Leia At Risk Revisited: The Stakes After The Last Jedi

If Carrie Fisher had lived to see the conversations sparked by #MeToo and #TimesUp unfold across social media and public discourse more broadly, she no doubt would have used the occasion to remind us of the uncomfortable truth that the Star Wars franchise does not have a spotless history on those issues. Even Lucasfilm’s official Star Wars Costumes: The Original Trilogy (2014) by Brandon Alinger recounts the sexualization Fisher faced in connection with the slave bikini costume – to the point that she brought her friend Penny Marshall with her as a witness and defender for the topless wax mold fitting by a male costume designer who had a crush on her.
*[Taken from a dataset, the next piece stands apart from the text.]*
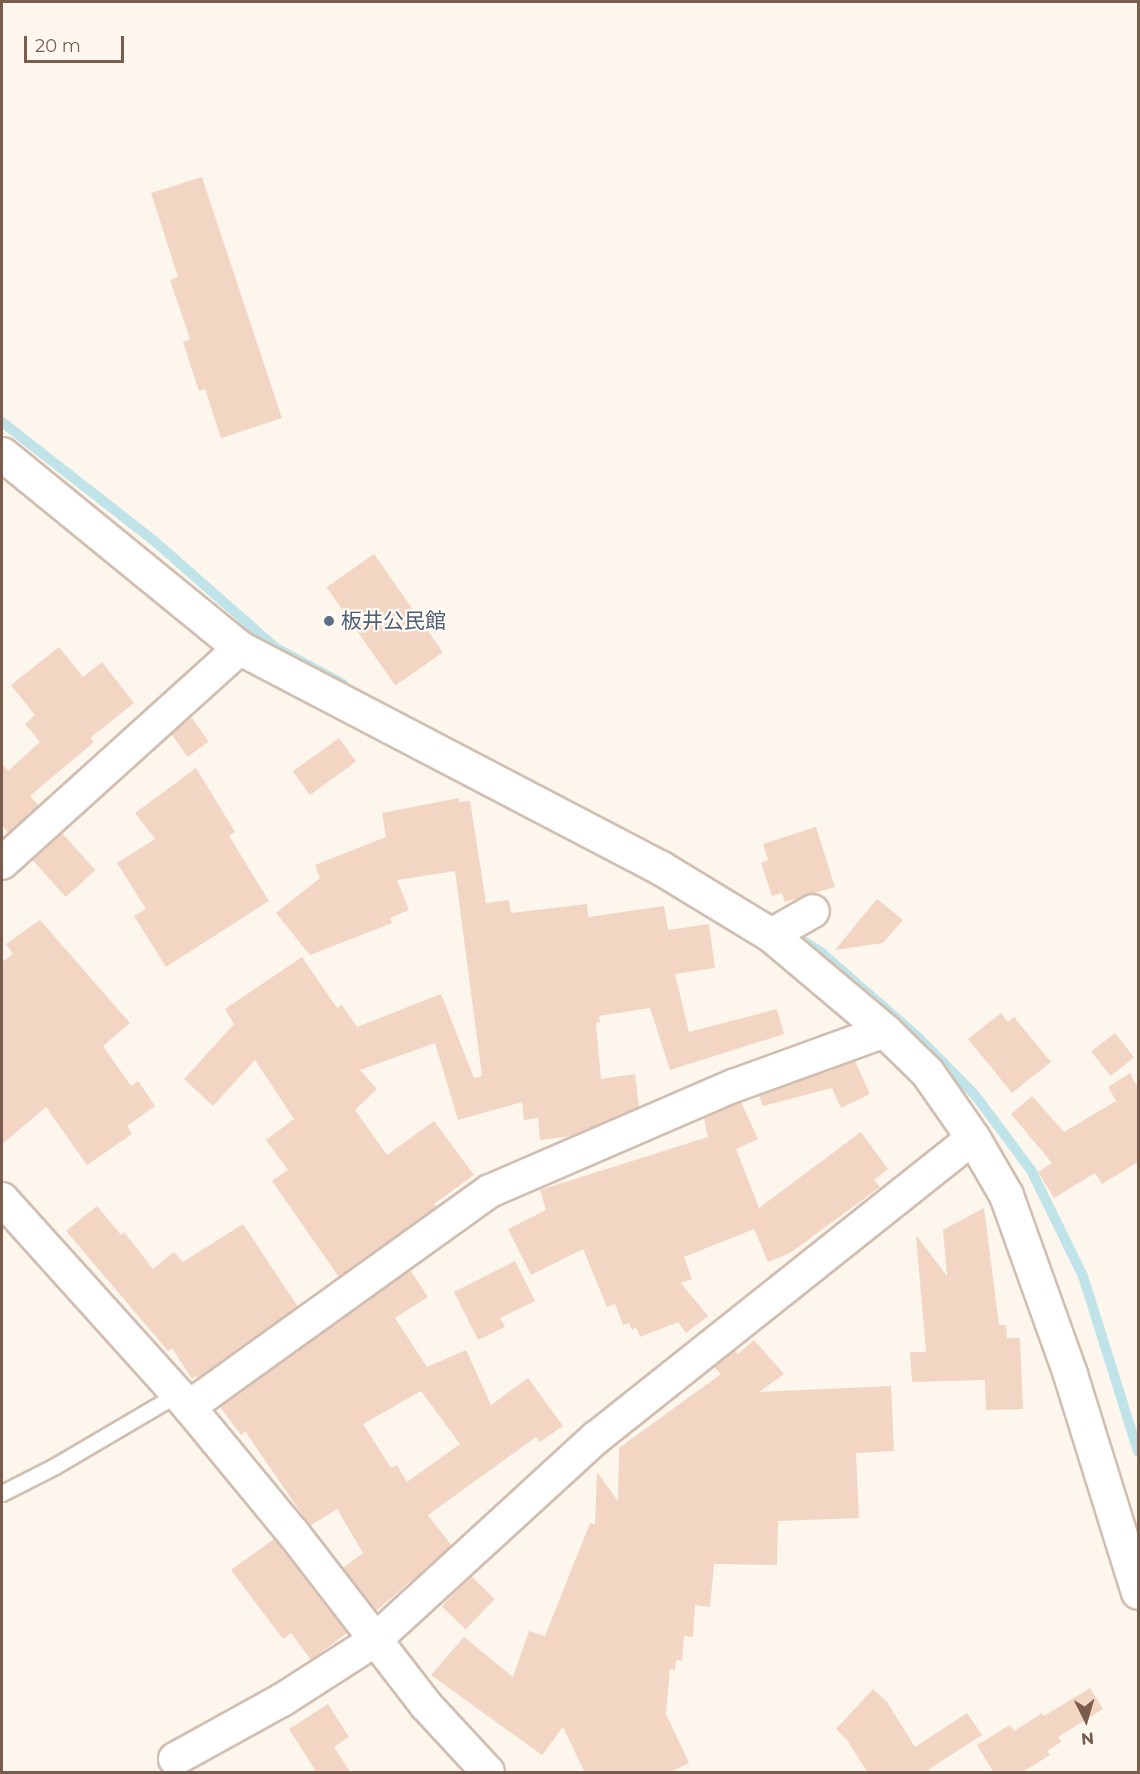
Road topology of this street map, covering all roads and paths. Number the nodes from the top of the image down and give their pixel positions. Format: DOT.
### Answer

And that was only the beginning. Despite Leia’s crucial role on the forest moon of Endor in other attire, for decades after Return of the Jedi’s release Lucasfilm and its licensees repeatedly reinforced the objectification of Leia – and Fisher – with posters, collectibles, merchandise, and key art featuring the scantily clad version of the princess posed alluringly for the male gaze, not in the empowering moment of forcibly regaining her freedom from the loathsome Jabba the Hutt. To the casual audience in particular, only the famous hair buns and plain white dress from A New Hope defined Leia as clearly in the public square. It is a recent development, under the eye of Kathleen Kennedy and Disney, that the metal bikini finally has been deliberately surpassed by Hoth and other alternatives.
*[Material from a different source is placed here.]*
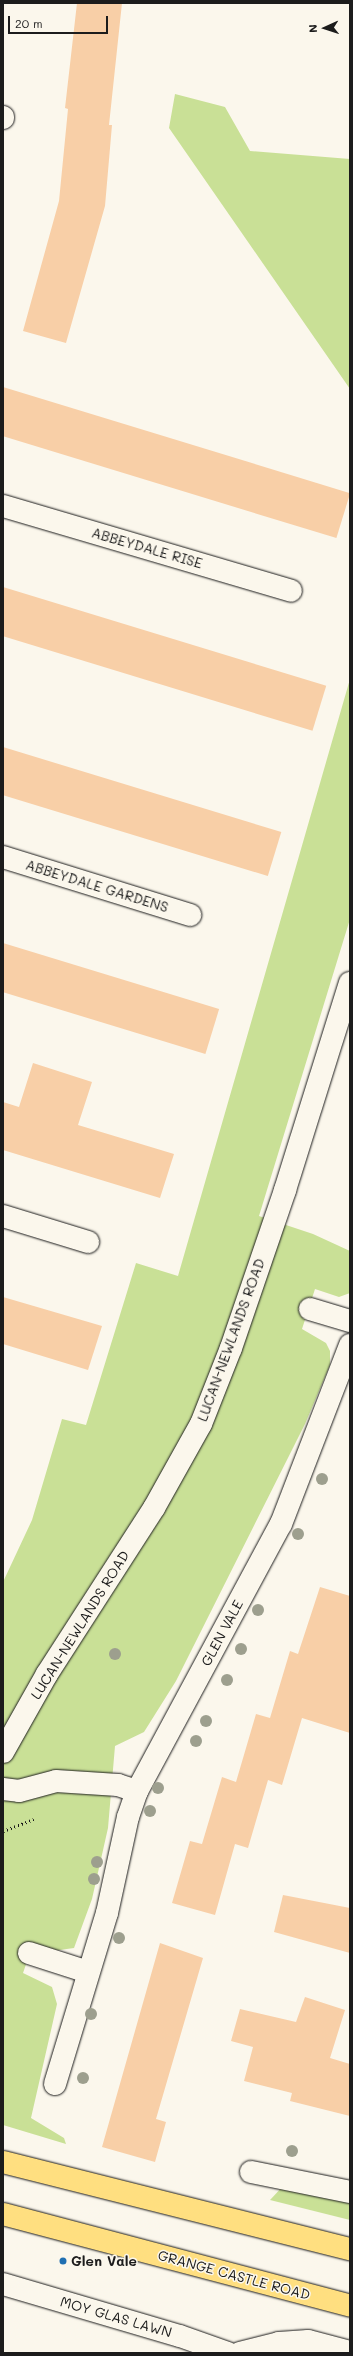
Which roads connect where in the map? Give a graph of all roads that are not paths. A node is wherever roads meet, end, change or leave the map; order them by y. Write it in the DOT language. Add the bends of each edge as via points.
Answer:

Unfortunately these real-world consequences mirrored the storytelling, as Return of the Jedi also marked the beginning of the Star Wars franchise’s now extensive track record of undermining its female characters and failing to bring their stories to conclusions worthy of their importance. In Episode VI and Episode III, the Legends tales and The Clone Wars, too many female characters deserved better writing and better fates.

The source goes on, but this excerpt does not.